Integration findet im gemeinsamen Alltag statt

Bis zu 800.000 Flüchtlinge erwartet die Bundesregierung in diesem Jahr und fordert eine Verantwortungsgemeinschaft. Viele Nichtregierungsorganisationen arbeiten bereits seit langer Zeit vor Ort in den Ländern und nun auch in Deutschland mit Flüchtlingen. Stefan Rennicke von CSR jobs&companies sprach mit Kathrin Wieland, Geschäftsführerin von Save the Children Deutschland, über die Integration in Schulen und der Rolle von Unternehmen und Privatwirtschaft bei der Integration.

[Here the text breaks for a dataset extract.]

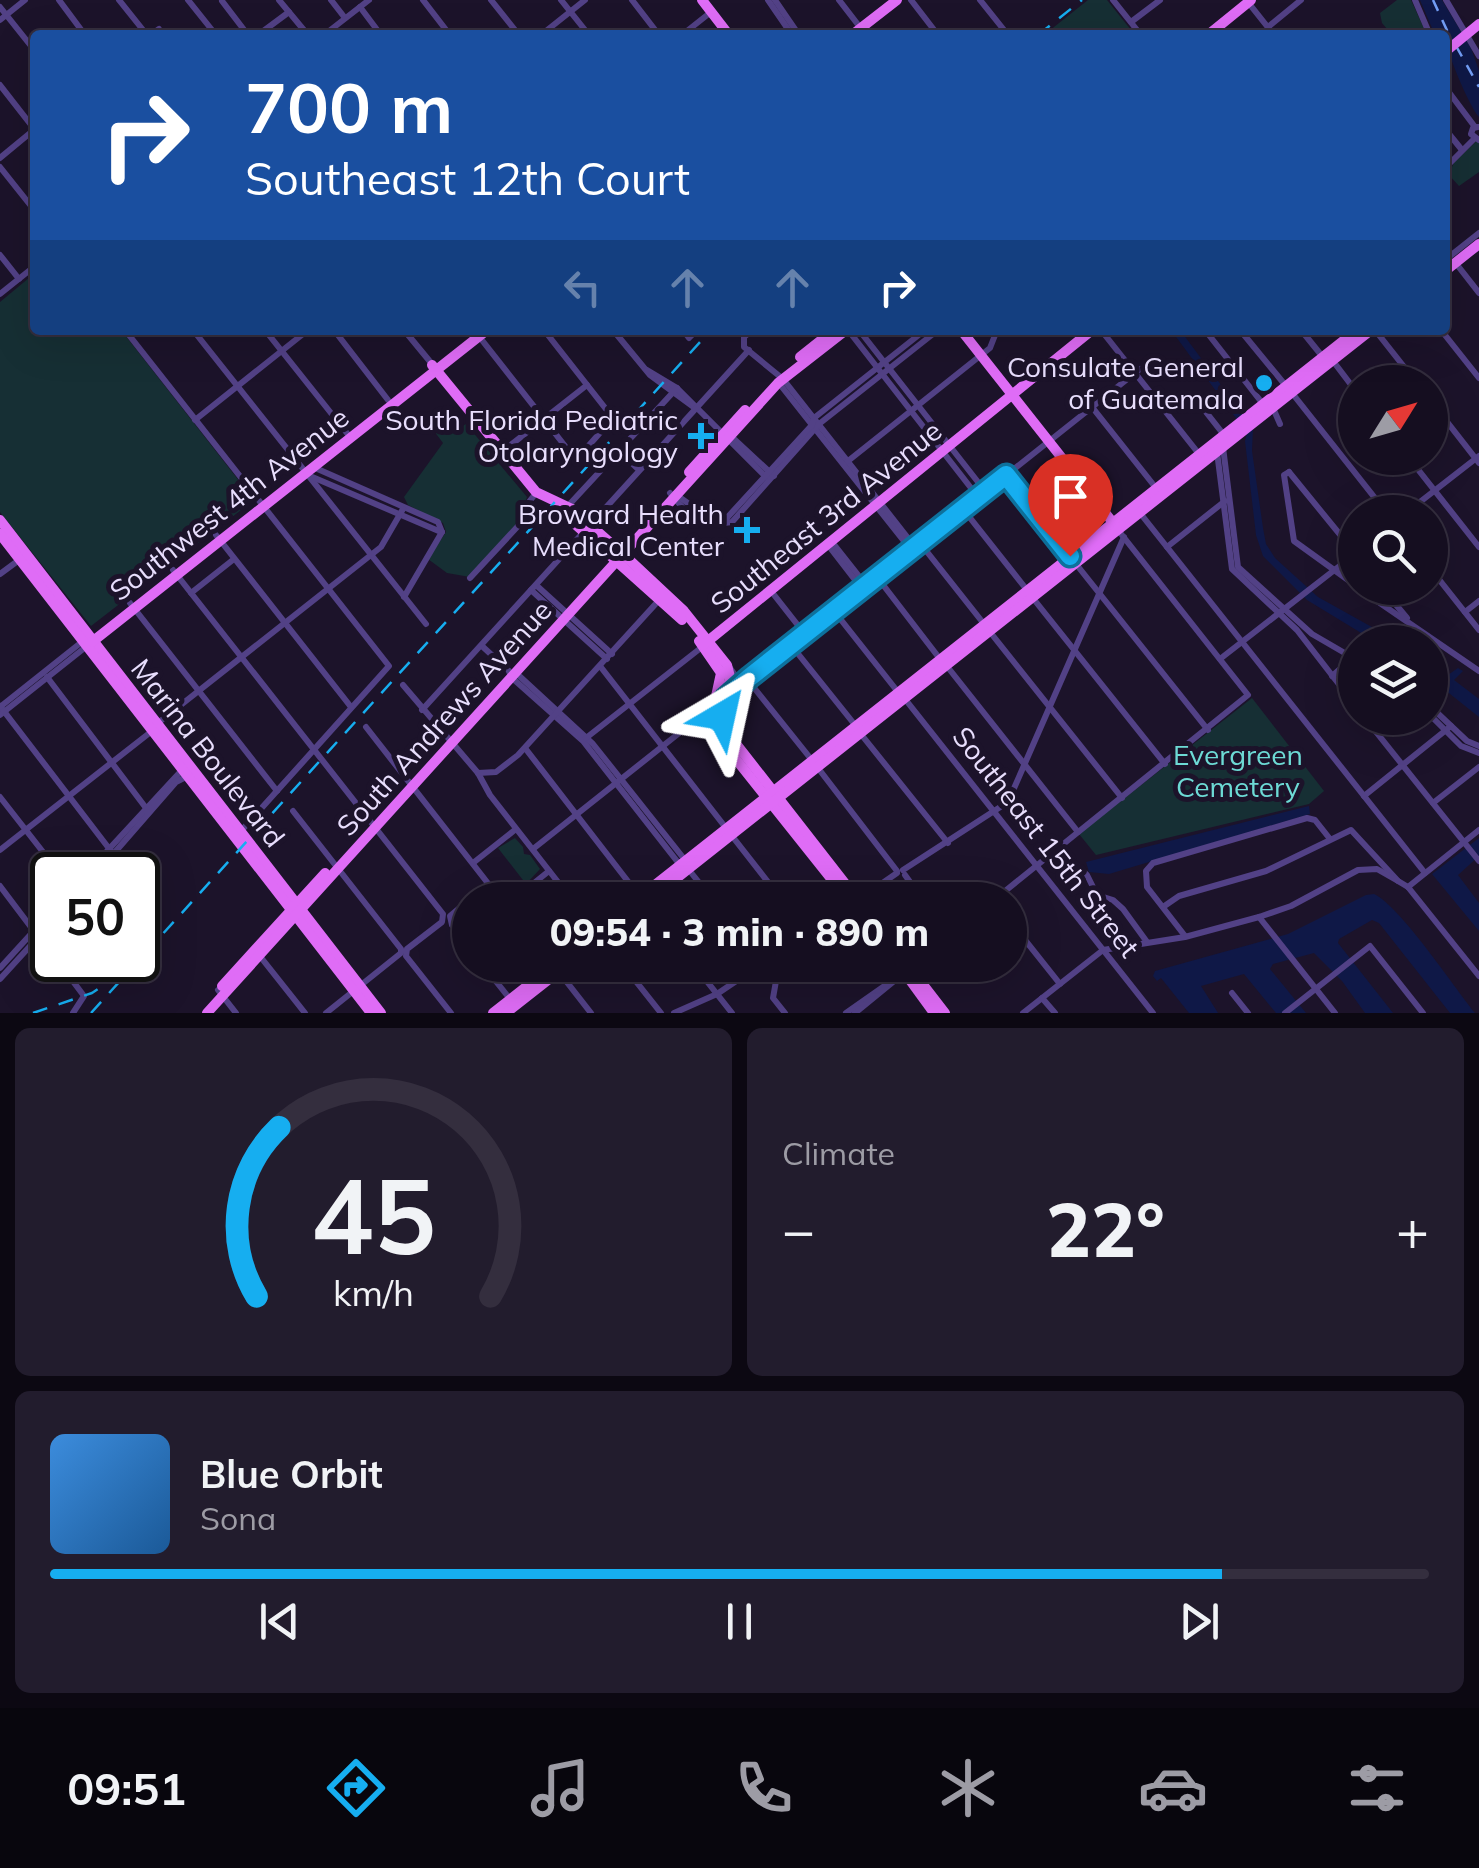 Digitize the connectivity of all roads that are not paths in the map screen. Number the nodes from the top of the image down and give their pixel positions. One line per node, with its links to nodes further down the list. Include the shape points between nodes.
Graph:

Liebe Frau Wieland, mittlerweile kursiert in den Medien die Zahl von einer Mio. Flüchtlingen, die bis Jahresende in Deutschland Schutz suchen könnten. Unter ihnen sind viele Kinder und Jugendliche. Was macht ihre Rolle in dieser Flüchtlingsbewegung besonders?

Kathrin Wieland: Save the Children arbeitet seit Jahrzehnten daran, Mädchen und Jungen ein sicheres, gesundes Leben mit Zukunftschancen zu ermöglichen. Wir sind in den Herkunftsländern wie Syrien und in Afrika, Transitländern wie der Türkei, Ägypten, Griechenland, Serbien und Italien und Ankunftsländern wie Deutschland und Schweden aktiv. Durch unsere jahrelange Erfahrung wissen wir, was insbesondere Kinderflüchtlinge am dringendsten benötigen. Sie sind die Verwundbarsten, unabhängig davon, ob sie mit ihren Familien reisen oder alleine. Die unbegleiteten Minderjährigen sind sicher stärker gefährdet. Aber auch die Rechte der Kinder, die mit ihren Familien unterwegs sind, sind nicht gewährleistet: Sie müssen oft bei Wind und Wetter unter freiem Himmel schlafen, leiden an Hunger und Durst und können oft über Jahre hinweg nicht zur Schule gehen. Dazu kommen noch die vielen schrecklichen Dinge, die sie z.T. in ihren Herkunftsländern und dann auch auf der gesamten Reise nach Europa erlebt und gesehen haben. Save the Children ist in den Herkunfts-, Transit- und Ankunftsländern für diese Kinder da. Wir versorgen die Mädchen und Jungen mit Nahrung, Kleidung, Medizin und sorgen für kinderfreundliche Betreuungsmöglichkeiten. Dabei haben wir immer das Wohl der Kinder im Blick. Denn es geht darum, eine ganze Generation so zu unterstützen, dass sie nicht zu einer verlorenen Generation ohne Perspektive, ohne Zukunft wird.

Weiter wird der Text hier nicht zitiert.